Qui si pone, insomma, il tema, per lo più trascurato dalla dottrina cattolica tradizionale (non però da Benedetto XVI, Caritas in veritate, VI), dell’“essenza della tecnica” e del suo “dominio” che trascende e include normativamente lo stesso dominio del Leviatano, ponendo il “diritto supremo alla salute” al proprio servizio. Il problema della tecnica è stato tematizzato a fondo dalla filosofia moderna, con particolare profondità da Ernst Jünger che vi vede la realizzazione oggettiva di una “forma entelechiale” (Gestalt), dal fratello Friedrich Georg che di questa realizzazione fa emergere l’aspetto più anti-umano, il puro automatismo svincolato da ogni finalismo, e, sulla scia di questa riflessione (esposta esemplarmente ne La perfezione della tecnica, Settimo Sigillo, Roma 2000), da Martin Heidegger che descrive la tecnica come impianto (Gestell) che provoca l’estremo oblio dell’essere e dell’esperienza umana (così soprattutto nelle Conferenze di Brema e di Friburgo, Adelphi, Milano). Nell’impianto tecnico la regola necessitante è la fattibilità: lo scienziato non si ferma di fronte alla fattibilità, e tutto il “cono normativo” è soggiogato alla sua norma. Tutto è posto dalla tecnica e dai suoi organi esecutivi.
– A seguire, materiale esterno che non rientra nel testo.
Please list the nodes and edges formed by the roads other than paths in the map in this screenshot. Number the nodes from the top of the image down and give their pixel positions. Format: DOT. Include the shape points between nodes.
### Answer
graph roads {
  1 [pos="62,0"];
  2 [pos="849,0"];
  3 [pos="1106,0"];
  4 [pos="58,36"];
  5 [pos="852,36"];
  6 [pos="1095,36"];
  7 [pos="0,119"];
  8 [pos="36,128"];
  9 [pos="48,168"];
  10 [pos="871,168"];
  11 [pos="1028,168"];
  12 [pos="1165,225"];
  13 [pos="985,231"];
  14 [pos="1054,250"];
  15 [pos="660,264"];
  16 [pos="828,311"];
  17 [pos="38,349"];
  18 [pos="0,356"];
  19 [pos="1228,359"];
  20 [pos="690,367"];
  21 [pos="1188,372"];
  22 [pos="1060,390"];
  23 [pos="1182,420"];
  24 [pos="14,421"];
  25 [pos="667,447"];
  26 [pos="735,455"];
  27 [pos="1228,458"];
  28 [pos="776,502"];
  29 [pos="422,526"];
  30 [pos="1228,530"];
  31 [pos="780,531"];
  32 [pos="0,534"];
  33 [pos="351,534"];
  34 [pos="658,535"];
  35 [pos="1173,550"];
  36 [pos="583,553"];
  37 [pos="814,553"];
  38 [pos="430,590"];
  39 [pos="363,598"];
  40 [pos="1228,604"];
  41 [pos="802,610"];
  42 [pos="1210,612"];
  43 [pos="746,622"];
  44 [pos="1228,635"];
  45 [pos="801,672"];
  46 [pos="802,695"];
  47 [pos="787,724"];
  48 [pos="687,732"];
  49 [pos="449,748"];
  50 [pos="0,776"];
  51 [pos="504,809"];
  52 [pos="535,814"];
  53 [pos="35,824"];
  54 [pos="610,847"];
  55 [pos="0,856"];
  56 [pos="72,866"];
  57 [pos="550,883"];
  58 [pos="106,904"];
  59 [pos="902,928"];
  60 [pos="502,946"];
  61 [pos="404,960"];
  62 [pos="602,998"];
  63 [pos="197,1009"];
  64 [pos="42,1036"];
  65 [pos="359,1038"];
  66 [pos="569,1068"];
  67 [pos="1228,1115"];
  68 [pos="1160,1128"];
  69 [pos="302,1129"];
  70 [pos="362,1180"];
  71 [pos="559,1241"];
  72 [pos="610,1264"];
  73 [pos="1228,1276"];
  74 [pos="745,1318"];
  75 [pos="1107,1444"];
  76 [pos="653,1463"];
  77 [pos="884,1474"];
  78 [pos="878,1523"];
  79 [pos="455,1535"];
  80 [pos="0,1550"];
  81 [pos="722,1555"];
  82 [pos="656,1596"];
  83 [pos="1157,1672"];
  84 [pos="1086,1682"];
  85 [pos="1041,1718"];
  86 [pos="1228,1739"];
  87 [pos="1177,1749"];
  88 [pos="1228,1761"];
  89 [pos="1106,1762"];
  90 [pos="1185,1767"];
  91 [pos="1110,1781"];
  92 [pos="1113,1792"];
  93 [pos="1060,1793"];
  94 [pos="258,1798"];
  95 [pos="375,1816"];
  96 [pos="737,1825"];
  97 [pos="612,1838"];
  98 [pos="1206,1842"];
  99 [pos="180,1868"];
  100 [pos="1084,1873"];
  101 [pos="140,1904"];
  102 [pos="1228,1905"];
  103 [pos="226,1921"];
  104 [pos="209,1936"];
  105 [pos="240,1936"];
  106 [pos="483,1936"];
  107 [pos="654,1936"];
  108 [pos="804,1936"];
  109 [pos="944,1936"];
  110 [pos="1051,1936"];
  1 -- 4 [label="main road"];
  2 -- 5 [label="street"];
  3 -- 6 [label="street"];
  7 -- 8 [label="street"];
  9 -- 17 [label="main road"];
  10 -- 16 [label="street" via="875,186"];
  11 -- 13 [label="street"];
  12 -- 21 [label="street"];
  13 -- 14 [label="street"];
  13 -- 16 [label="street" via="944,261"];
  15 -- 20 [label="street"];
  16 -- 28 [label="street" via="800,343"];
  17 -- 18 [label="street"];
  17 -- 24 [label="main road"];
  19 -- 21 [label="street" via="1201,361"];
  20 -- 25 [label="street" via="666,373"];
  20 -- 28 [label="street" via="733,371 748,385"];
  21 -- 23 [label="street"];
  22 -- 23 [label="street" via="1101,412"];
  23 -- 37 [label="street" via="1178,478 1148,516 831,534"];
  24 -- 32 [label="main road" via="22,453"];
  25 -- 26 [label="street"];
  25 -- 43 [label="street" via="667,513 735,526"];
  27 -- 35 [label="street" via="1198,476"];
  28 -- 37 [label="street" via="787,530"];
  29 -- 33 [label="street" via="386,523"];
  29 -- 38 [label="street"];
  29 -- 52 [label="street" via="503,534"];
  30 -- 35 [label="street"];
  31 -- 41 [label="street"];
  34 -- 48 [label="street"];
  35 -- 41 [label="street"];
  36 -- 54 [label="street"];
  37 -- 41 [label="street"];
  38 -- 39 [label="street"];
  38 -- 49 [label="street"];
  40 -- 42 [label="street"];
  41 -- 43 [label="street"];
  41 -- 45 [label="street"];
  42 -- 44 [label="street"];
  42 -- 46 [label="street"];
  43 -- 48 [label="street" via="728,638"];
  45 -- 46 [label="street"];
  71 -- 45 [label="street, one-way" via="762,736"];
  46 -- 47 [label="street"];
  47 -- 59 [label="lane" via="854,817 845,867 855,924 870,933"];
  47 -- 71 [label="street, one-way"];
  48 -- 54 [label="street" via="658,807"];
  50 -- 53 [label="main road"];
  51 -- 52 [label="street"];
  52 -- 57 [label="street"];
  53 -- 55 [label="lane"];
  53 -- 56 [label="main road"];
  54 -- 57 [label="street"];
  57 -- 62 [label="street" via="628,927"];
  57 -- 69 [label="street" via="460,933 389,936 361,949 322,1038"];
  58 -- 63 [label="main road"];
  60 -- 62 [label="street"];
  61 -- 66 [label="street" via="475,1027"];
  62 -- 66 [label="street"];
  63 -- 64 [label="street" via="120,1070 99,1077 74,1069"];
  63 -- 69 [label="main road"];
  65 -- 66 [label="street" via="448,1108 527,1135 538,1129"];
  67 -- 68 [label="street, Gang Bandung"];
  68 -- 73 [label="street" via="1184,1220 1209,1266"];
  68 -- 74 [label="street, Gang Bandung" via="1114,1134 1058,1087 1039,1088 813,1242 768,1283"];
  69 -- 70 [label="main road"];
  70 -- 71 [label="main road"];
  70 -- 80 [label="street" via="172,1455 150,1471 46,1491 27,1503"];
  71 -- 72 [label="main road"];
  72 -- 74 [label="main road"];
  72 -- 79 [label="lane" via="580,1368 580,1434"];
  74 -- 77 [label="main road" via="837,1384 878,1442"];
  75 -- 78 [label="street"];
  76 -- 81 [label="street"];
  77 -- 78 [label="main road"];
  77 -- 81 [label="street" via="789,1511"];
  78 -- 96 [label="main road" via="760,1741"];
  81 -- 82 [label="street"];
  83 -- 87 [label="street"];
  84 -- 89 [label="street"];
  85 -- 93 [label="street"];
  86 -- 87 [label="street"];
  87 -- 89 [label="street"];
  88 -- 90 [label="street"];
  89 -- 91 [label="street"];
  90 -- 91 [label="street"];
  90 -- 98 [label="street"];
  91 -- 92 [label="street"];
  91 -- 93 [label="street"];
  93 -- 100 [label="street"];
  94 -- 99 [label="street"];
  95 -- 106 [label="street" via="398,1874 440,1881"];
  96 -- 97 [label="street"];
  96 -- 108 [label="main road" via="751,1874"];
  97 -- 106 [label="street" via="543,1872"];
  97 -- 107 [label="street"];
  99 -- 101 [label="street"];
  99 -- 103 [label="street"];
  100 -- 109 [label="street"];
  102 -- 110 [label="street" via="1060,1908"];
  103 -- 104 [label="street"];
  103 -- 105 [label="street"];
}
La forza efficiente e normativa della fattibilità – come osserva Hans-Georg Gadamer - deriva, in ultima analisi, dall’eliminazione della visione teologica del mondo nel moderno e dalla sua sostituzione con la tecnica come “forza autonoma dell’essere”, la cui essenza, proprio per escludere ogni creatore, si formalizza, secondo la lezione di Heidegger, in un porre universale. «In tal guisa abbiamo fatto ingresso in un secondo mondo che possiede un proprio linguaggio e propri concetti fondamentali». «Il mondo dominato dalla tecnica moderna» non è più l’ordine creato retto dal suo Creatore, «è un altro mondo» (così H.-G. Gadamer, Umanesimo e rivoluzione industriale, in Id., La filosofia nella crisi del moderno, Herrenhaus, Seregno). In questo spazio del “cono normativo” il fattibile diventa normativo, il legittimo diventa il lecito, e il lecito il meramente legale. E non appare scandaloso (come apparirebbe sotto il dominio del buon Dio) che si possa vincere un virus modificando l’ordine genetico dell’essere umano, ormai totalmente posto sotto la lewisiana “orribile forza”.
A.S.
Al di là del vaccino la domando che mi pongo, senza riuscire a trovare una risposta soddisfacente, ruota intorno all'eventuale disponibilità di ciascuno a rinunciare alla vita quando l'alternativa è l'assunzione di un farmaco frutto di una linea cellulare compromessa.
RispondiEliminaIl frutto spaventoso della tecnica è la solitudine che però, credo, è l'unico osso che dobbiamo rosicchiare finchè non ritroviamo Dio.
Grazie. Una riflessione su cui meditare e da riprendere.